NES Remix Review
Posted by Marcel van Duyn
Mixing it up
During what is likely to be the final Nintendo Direct of 2013, there were a few surprise game announcements. One of these was a bit more surprising than the rest, because it was available immediately after its announcement — NES Remix.
At first glance, NES Remix might just seem like a collection of NES games, but in truth it's more like a combination of WarioWare and Retro Game Challenge — there are no fully playable games here; instead, you are tasked with completing short, simple tasks in 16 different NES games within a set time limit, after which your performance is graded and you unlock further stages.
Shortly after starting and completing a fairly simple opening stage, you'll have seven game categories open to you: Super Mario Bros., Donkey Kong, Donkey Kong Jr., Mario Bros., Excitebike, Balloon Fight and Remix I. Each has its own set of levels which you have to work through — anywhere from around 15 to 25 each — which, naturally, get progressively harder.
Upon starting a level, you'll be presented with a certain objective, and then you've got a short period of time to complete it. Naturally, it's not as if each level only has one challenge, unless it's a very long one; most of them will have three or four in a row before you can move on.
The first few levels for each game are quite simple and give you a chance to (re)learn the game's mechanics, even going so far as to give you unlimited lives, but you'll quickly find yourself completing harder sets of challenges with a strict life limit, forcing a full level restart if you lose them all. Once you're past the first few levels, each game will start throwing you some interesting curve-balls — in one Super Mario Bros. level, for example, the whole game is mirrored so you move left, while in one of the Mario Bros. levels you control both player 1 and player 2 simultaneously.

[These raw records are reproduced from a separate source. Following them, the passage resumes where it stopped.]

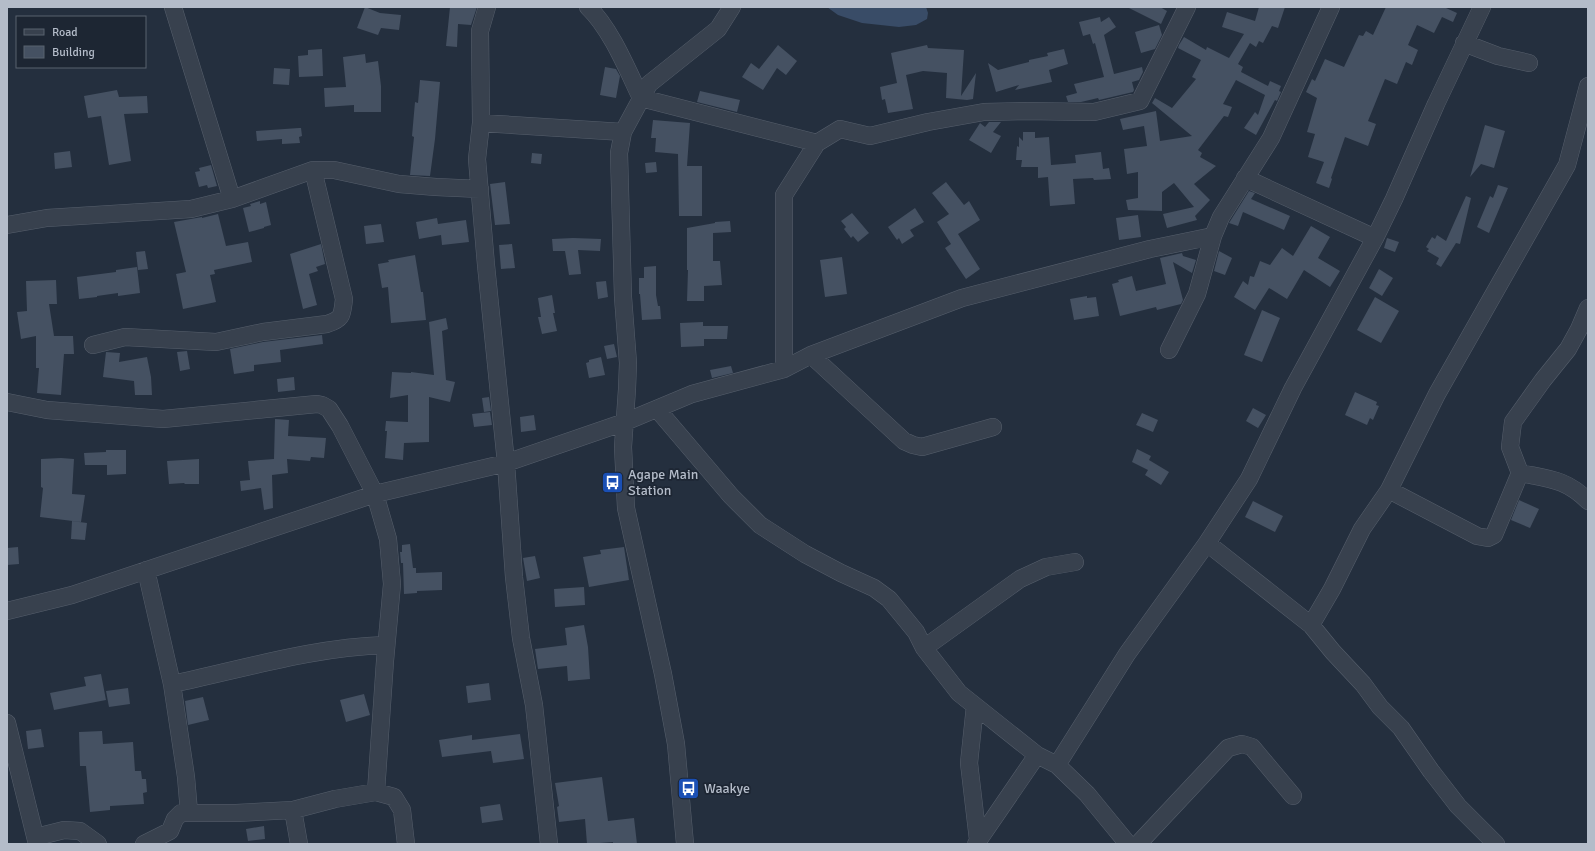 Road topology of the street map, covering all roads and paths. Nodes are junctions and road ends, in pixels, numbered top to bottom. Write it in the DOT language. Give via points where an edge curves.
graph roads {
  1 [pos="173,7"];
  2 [pos="487,7"];
  3 [pos="588,7"];
  4 [pos="732,7"];
  5 [pos="1187,7"];
  6 [pos="1331,7"];
  7 [pos="1482,7"];
  8 [pos="1464,43"];
  9 [pos="1529,63"];
  10 [pos="1588,86"];
  11 [pos="641,98"];
  12 [pos="481,123"];
  13 [pos="623,132"];
  14 [pos="817,143"];
  15 [pos="313,170"];
  16 [pos="1245,178"];
  17 [pos="480,189"];
  18 [pos="232,199"];
  19 [pos="7,225"];
  20 [pos="1213,236"];
  21 [pos="1374,238"];
  22 [pos="1588,308"];
  23 [pos="92,345"];
  24 [pos="1169,350"];
  25 [pos="810,355"];
  26 [pos="784,369"];
  27 [pos="7,402"];
  28 [pos="657,409"];
  29 [pos="625,422"];
  30 [pos="993,428"];
  31 [pos="506,463"];
  32 [pos="1520,473"];
  33 [pos="1389,490"];
  34 [pos="375,494"];
  35 [pos="1588,501"];
  36 [pos="1207,543"];
  37 [pos="1075,562"];
  38 [pos="146,570"];
  39 [pos="7,611"];
  40 [pos="1311,625"];
  41 [pos="386,645"];
  42 [pos="924,648"];
  43 [pos="172,684"];
  44 [pos="975,706"];
  45 [pos="7,723"];
  46 [pos="11,755"];
  47 [pos="1037,755"];
  48 [pos="1057,765"];
  49 [pos="376,792"];
  50 [pos="1293,796"];
  51 [pos="293,810"];
  52 [pos="189,812"];
  53 [pos="172,838"];
  54 [pos="36,840"];
  55 [pos="977,842"];
  56 [pos="98,844"];
  57 [pos="144,844"];
  58 [pos="299,844"];
  59 [pos="406,844"];
  60 [pos="549,844"];
  61 [pos="685,844"];
  62 [pos="1128,844"];
  63 [pos="1138,844"];
  64 [pos="1496,844"];
  1 -- 18 [label="street"];
  2 -- 12 [label="street" via="480,31"];
  3 -- 11 [label="street" via="601,22"];
  4 -- 11 [label="street" via="718,29 649,84"];
  5 -- 14 [label="street" via="1140,101 1094,112 984,112 870,136 840,129"];
  6 -- 16 [label="street" via="1271,138"];
  7 -- 8 [label="street"];
  8 -- 9 [label="street" via="1498,56"];
  8 -- 21 [label="street"];
  10 -- 33 [label="street" via="1567,165 1437,394"];
  11 -- 13 [label="street"];
  11 -- 14 [label="street"];
  12 -- 13 [label="street"];
  12 -- 17 [label="street" via="477,159"];
  13 -- 29 [label="street" via="619,153 623,297 628,363"];
  14 -- 26 [label="street" via="784,195"];
  15 -- 17 [label="street" via="334,170 399,184"];
  15 -- 18 [label="street"];
  15 -- 23 [label="street" via="344,299 342,314 337,321 216,342 126,337"];
  16 -- 20 [label="street" via="1221,217"];
  16 -- 21 [label="street"];
  17 -- 31 [label="street"];
  18 -- 19 [label="street" via="191,209 47,218"];
  20 -- 24 [label="street" via="1197,294"];
  20 -- 25 [label="street" via="1150,249 962,298"];
  21 -- 36 [label="street" via="1293,388 1249,479"];
  22 -- 32 [label="street" via="1568,348 1513,422 1510,447"];
  25 -- 26 [label="street"];
  25 -- 30 [label="street" via="904,441 913,445 922,446"];
  26 -- 28 [label="street" via="692,394"];
  27 -- 34 [label="street" via="48,410 163,419 322,405 329,409 340,426"];
  28 -- 29 [label="street"];
  28 -- 42 [label="street" via="760,525 804,554 874,588 888,599 916,632"];
  29 -- 31 [label="street"];
  29 -- 61 [label="street" via="623,447 626,508 676,744"];
  31 -- 34 [label="street"];
  31 -- 60 [label="street" via="514,576 521,638 534,705"];
  32 -- 33 [label="street" via="1494,535 1488,538 1477,536"];
  32 -- 35 [label="street" via="1561,482"];
  33 -- 40 [label="street" via="1362,530"];
  34 -- 38 [label="street"];
  34 -- 41 [label="street" via="388,539 392,584"];
  36 -- 40 [label="street"];
  36 -- 48 [label="street" via="1127,654"];
  37 -- 42 [label="street" via="1046,567 1020,579"];
  38 -- 39 [label="street" via="72,595"];
  38 -- 43 [label="street"];
  40 -- 64 [label="street" via="1400,728 1458,806"];
  41 -- 43 [label="street" via="357,646 301,656"];
  41 -- 49 [label="street"];
  42 -- 44 [label="street" via="959,693"];
  43 -- 52 [label="street"];
  44 -- 47 [label="street"];
  44 -- 55 [label="street" via="969,763"];
  45 -- 46 [label="street"];
  46 -- 54 [label="street"];
  47 -- 48 [label="street"];
  47 -- 55 [label="street"];
  48 -- 62 [label="street" via="1087,794"];
  49 -- 51 [label="street"];
  49 -- 59 [label="street" via="394,797 402,810"];
  50 -- 63 [label="street" via="1252,747 1242,744 1228,748"];
  51 -- 52 [label="street" via="205,814"];
  51 -- 58 [label="street"];
  52 -- 53 [label="street" via="180,813 174,819"];
  53 -- 57 [label="street"];
  54 -- 56 [label="street" via="64,830 80,831"];
}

For each level you complete, you'll get a rank, represented by a maximum of three stars. Collect enough of these and you'll unlock additional levels, as well as new games, each with yet another set of levels to beat. If you're super fast on a level, the stars you get will also be rainbow-coloured, adding some extra incentive to figure out the optimal strategy for every challenge. Completing levels will also earn you "bits" — essentially points by another name — which will unlock sprite-shaped stamps for you to use on the game's Miiverse community, a neat little extra.
While the game-specific challenges generally keep the same game mechanics and elements as the original games, the Remix category, which features levels based on all games, mixes things up a little with new features. One Excitebike-based stage, for example, has you driving in the dark with only part of the ground in front of you being visible. Elsewhere, a Super Mario Bros. level has you running through a level that has completely frozen over, making every single block slippery.
When you get even further, the Remix levels will even feature some "crossover" games, a Nintendo fan's dream come true — how about trying to beat the first level of Donkey Kong as Link, who can't jump? Or trying to play Pinball while the bottom half of the screen is filled with lava from Bowser's castle?
As you may expect, not much has changed about the audio and visuals of the individual games. Catchy 8-bit title screen and menu themes are about the only new things in the music department, and while the graphics have been polished very slightly (for example, sprites in Super Mario Bros. now all cast shadows) they're largely identical to the way they were over 25 years ago.
It would be simple to write off NES Remix as something only die-hard retro gamers would enjoy, but developer indies zero is really on to something here — the 200+ challenges are short enough to be interesting and fun to replay, but not long enough to outstay their welcome. The developer has even somehow managed to make challenges based on games like Urban Champion and Baseball fun to play, which is an achievement in itself. If you're the type who likes to relentlessly collect stuff, the stars and stamps will also keep you entertained for quite a while.
Perhaps if this becomes a success, we could see a sequel with more NES games, or even SNES games? One can only hope — but for the time being, this totally unexpected surprise ranks as one of the Wii U eShop's most engaging and downright enjoyable downloadable titles.